Provided material: Begin

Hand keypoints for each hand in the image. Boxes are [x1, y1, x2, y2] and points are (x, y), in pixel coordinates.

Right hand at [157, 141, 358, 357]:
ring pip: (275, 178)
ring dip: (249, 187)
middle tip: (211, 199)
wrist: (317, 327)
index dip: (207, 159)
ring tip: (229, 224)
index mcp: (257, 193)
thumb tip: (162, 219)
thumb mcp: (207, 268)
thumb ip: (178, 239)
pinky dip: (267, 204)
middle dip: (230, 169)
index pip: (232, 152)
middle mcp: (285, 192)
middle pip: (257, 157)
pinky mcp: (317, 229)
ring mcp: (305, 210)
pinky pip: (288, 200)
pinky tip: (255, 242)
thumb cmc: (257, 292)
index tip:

Provided material: End
Provided material: Begin

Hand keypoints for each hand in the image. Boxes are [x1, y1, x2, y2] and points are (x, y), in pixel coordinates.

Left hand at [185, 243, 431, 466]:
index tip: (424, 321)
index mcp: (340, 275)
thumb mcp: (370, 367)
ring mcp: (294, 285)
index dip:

Provided material: End
Provided material: Begin

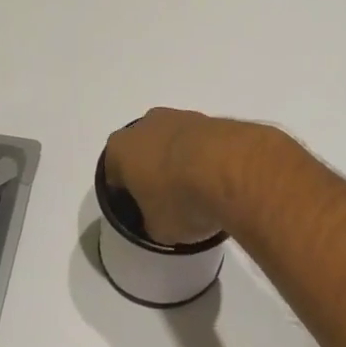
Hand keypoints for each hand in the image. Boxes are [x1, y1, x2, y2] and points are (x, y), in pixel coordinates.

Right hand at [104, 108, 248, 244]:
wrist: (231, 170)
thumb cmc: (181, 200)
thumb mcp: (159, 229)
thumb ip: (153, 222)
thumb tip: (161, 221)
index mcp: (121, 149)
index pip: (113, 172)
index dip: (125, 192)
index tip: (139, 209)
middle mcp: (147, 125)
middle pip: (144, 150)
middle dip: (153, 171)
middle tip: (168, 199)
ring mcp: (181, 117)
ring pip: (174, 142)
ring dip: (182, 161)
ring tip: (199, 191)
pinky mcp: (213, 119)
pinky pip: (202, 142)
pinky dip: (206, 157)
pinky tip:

Provided material: End

### Directions
Search the data above for the word "pinky", then gather each line in which it appears.

### Completed exercise
pinky dip: (267, 204)
pinky mcp: (317, 229)
pinky pip: (288, 200)
pinky tip: (255, 242)
pinky mcp: (213, 119)
pinky pip: (202, 142)
pinky dip: (206, 157)
pinky tip:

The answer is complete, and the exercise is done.